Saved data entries
★ ★ ★ ★ ★ ★ ★

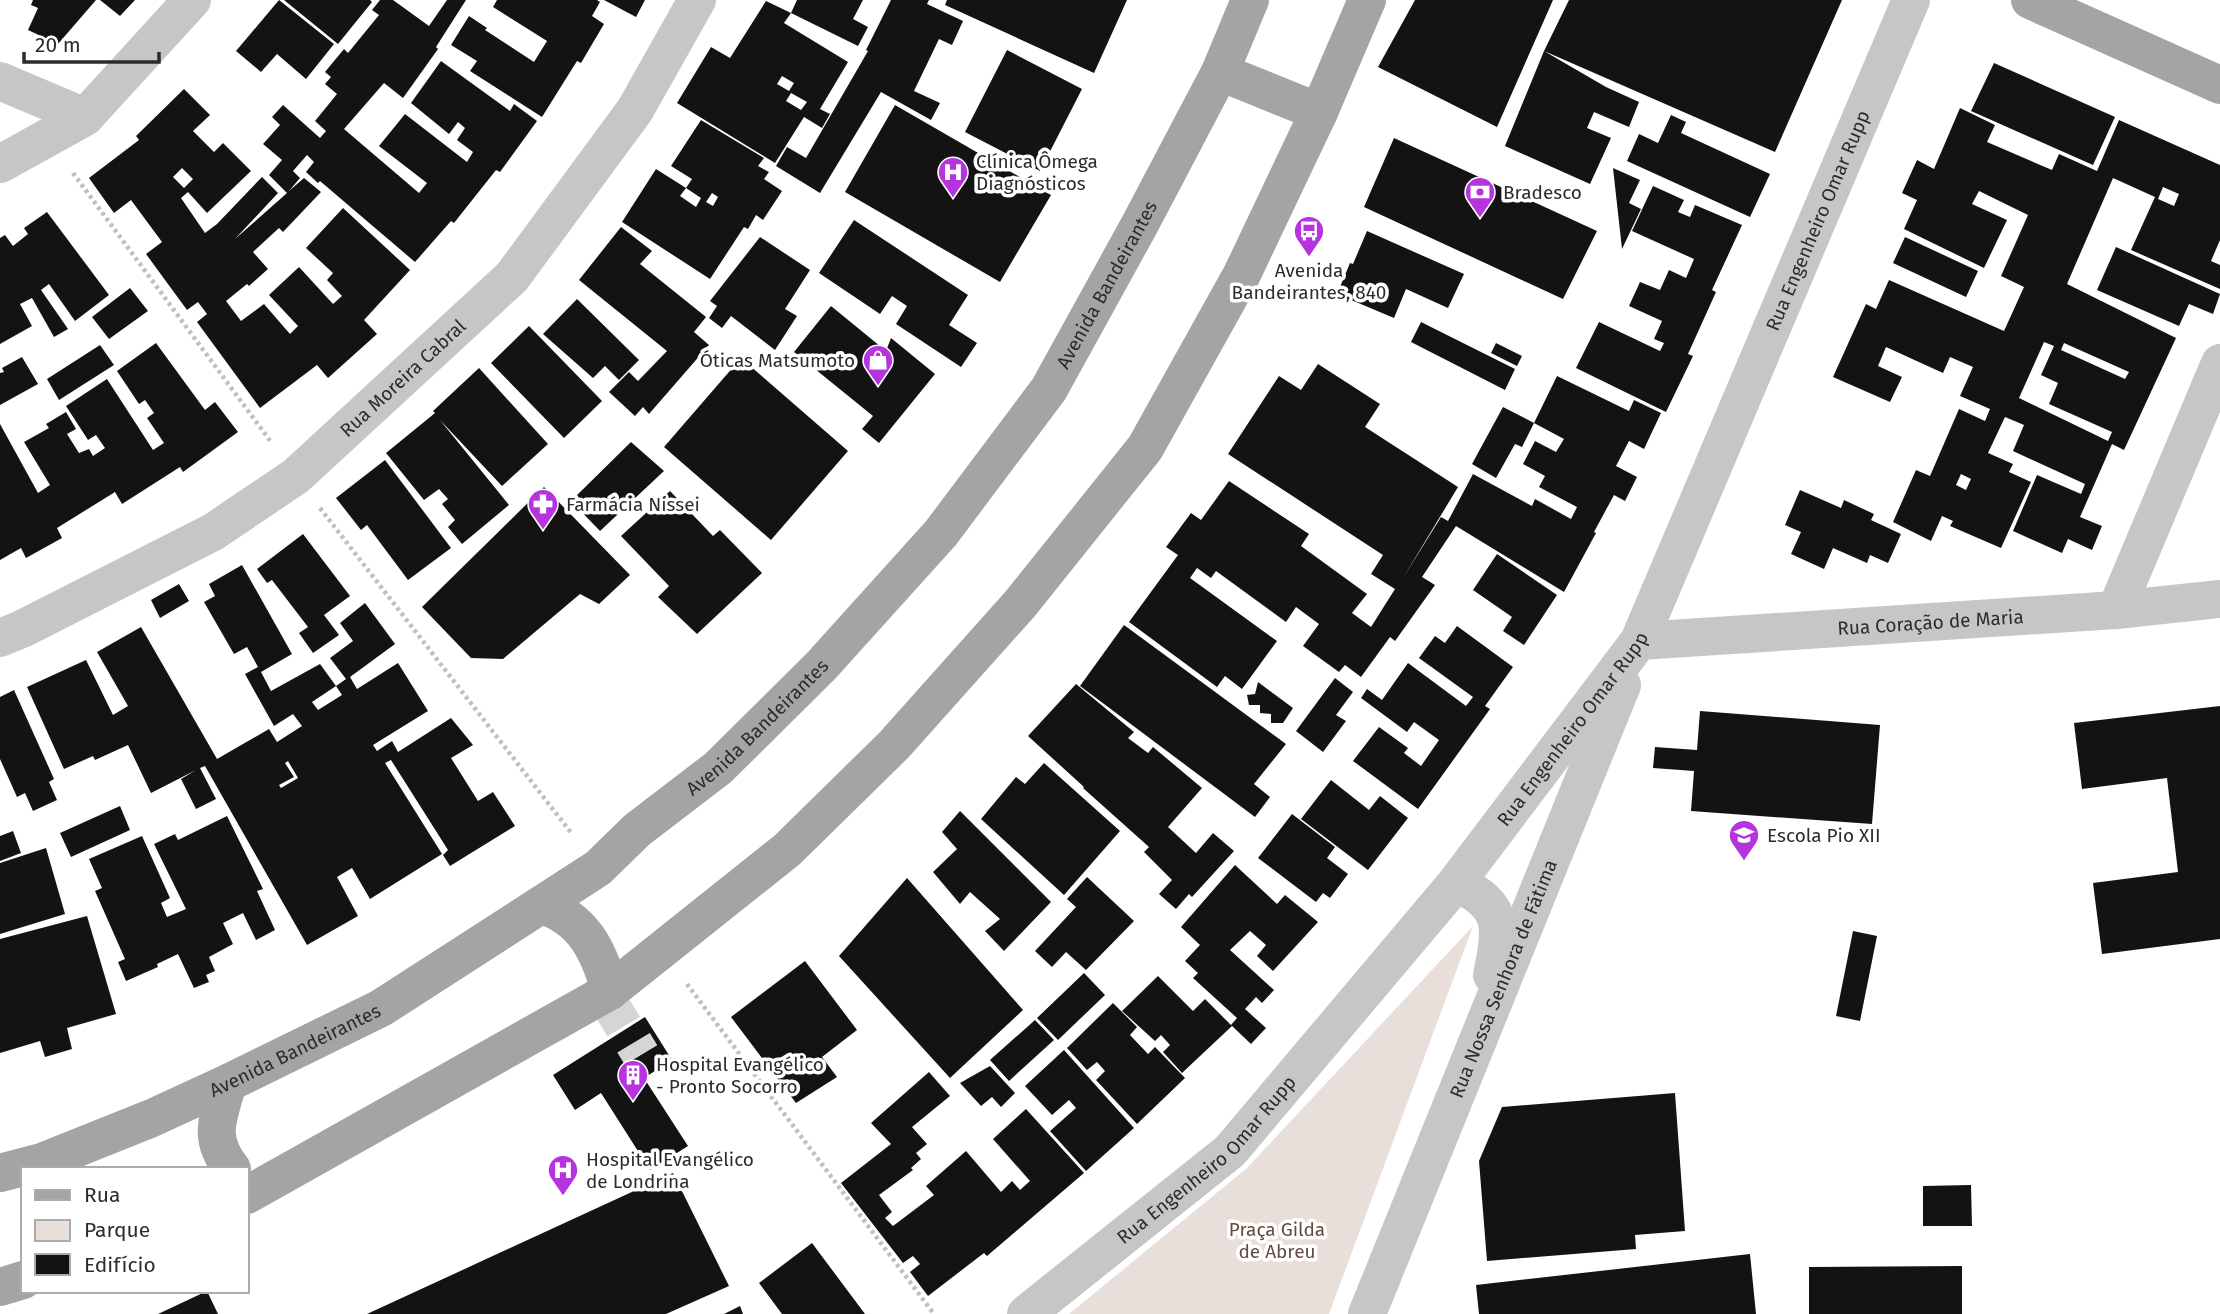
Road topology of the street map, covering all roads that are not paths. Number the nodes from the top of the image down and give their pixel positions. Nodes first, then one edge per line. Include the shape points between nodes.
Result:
1 (192, 0) edge
2 (697, 0) edge
3 (1250, 0) edge
4 (1367, 0) edge
5 (1911, 0) edge
6 (2030, 0) edge
7 (1220, 72) junction
8 (0, 82) edge
9 (2220, 85) edge
10 (1319, 112) junction
11 (85, 117) junction
12 (0, 164) edge
13 (2220, 363) edge
14 (2220, 598) edge
15 (2116, 610) junction
16 (0, 638) edge
17 (1639, 641) junction
18 (1456, 883) junction
19 (542, 905) junction
20 (610, 991) junction
21 (1476, 1049) junction
22 (228, 1083) junction
23 (23, 1167) edge
24 (232, 1167) edge
25 (21, 1168) edge
26 (0, 1173) edge
27 (248, 1182) edge
28 (21, 1281) edge
29 (0, 1286) edge
30 (1026, 1314) edge
31 (1367, 1314) edge

1 - 11 street
2 - 16 street, Rua Moreira Cabral via 635,110 512,277 296,477 213,532
3 - 7 main road, Avenida Bandeirantes
4 - 10 main road
5 - 17 street, Rua Engenheiro Omar Rupp
6 - 9 main road
7 - 10 main road
7 - 19 main road, Avenida Bandeirantes via 1049,389 941,533 821,666 718,768 638,830 598,868
8 - 11 street
10 - 20 main road via 1242,274 1145,448 1020,604 894,745 787,850
11 - 12 street
13 - 15 street
14 - 15 street, Rua Coração de Maria
15 - 17 street, Rua Coração de Maria
17 - 18 street, Rua Engenheiro Omar Rupp
17 - 21 street, Rua Nossa Senhora de Fátima
18 - 21 street via 1487,901 1497,921 1498,945
18 - 30 street, Rua Engenheiro Omar Rupp via 1230,1151
19 - 20 main road via 555,909 585,932 597,951
19 - 22 main road, Avenida Bandeirantes via 381,1008
20 - 27 main road
21 - 31 street, Rua Nossa Senhora de Fátima
22 - 23 main road, Avenida Bandeirantes via 152,1118
22 - 24 main road via 215,1129 222,1156
25 - 26 main road, Avenida Bandeirantes
28 - 29 main road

★ ★ ★ ★ ★ ★ ★

WORK REQUEST → Each record should be written out again exactly, though without its pictures.

SOLUTION TO THIS EXERCISE →
Road topology of the street map, covering all roads that are not paths. Number the nodes from the top of the image down and give their pixel positions. Nodes first, then one edge per line. Include the shape points between nodes.
Result:
1 (192, 0) edge
2 (697, 0) edge
3 (1250, 0) edge
4 (1367, 0) edge
5 (1911, 0) edge
6 (2030, 0) edge
7 (1220, 72) junction
8 (0, 82) edge
9 (2220, 85) edge
10 (1319, 112) junction
11 (85, 117) junction
12 (0, 164) edge
13 (2220, 363) edge
14 (2220, 598) edge
15 (2116, 610) junction
16 (0, 638) edge
17 (1639, 641) junction
18 (1456, 883) junction
19 (542, 905) junction
20 (610, 991) junction
21 (1476, 1049) junction
22 (228, 1083) junction
23 (23, 1167) edge
24 (232, 1167) edge
25 (21, 1168) edge
26 (0, 1173) edge
27 (248, 1182) edge
28 (21, 1281) edge
29 (0, 1286) edge
30 (1026, 1314) edge
31 (1367, 1314) edge

1 - 11 street
2 - 16 street, Rua Moreira Cabral via 635,110 512,277 296,477 213,532
3 - 7 main road, Avenida Bandeirantes
4 - 10 main road
5 - 17 street, Rua Engenheiro Omar Rupp
6 - 9 main road
7 - 10 main road
7 - 19 main road, Avenida Bandeirantes via 1049,389 941,533 821,666 718,768 638,830 598,868
8 - 11 street
10 - 20 main road via 1242,274 1145,448 1020,604 894,745 787,850
11 - 12 street
13 - 15 street
14 - 15 street, Rua Coração de Maria
15 - 17 street, Rua Coração de Maria
17 - 18 street, Rua Engenheiro Omar Rupp
17 - 21 street, Rua Nossa Senhora de Fátima
18 - 21 street via 1487,901 1497,921 1498,945
18 - 30 street, Rua Engenheiro Omar Rupp via 1230,1151
19 - 20 main road via 555,909 585,932 597,951
19 - 22 main road, Avenida Bandeirantes via 381,1008
20 - 27 main road
21 - 31 street, Rua Nossa Senhora de Fátima
22 - 23 main road, Avenida Bandeirantes via 152,1118
22 - 24 main road via 215,1129 222,1156
25 - 26 main road, Avenida Bandeirantes
28 - 29 main road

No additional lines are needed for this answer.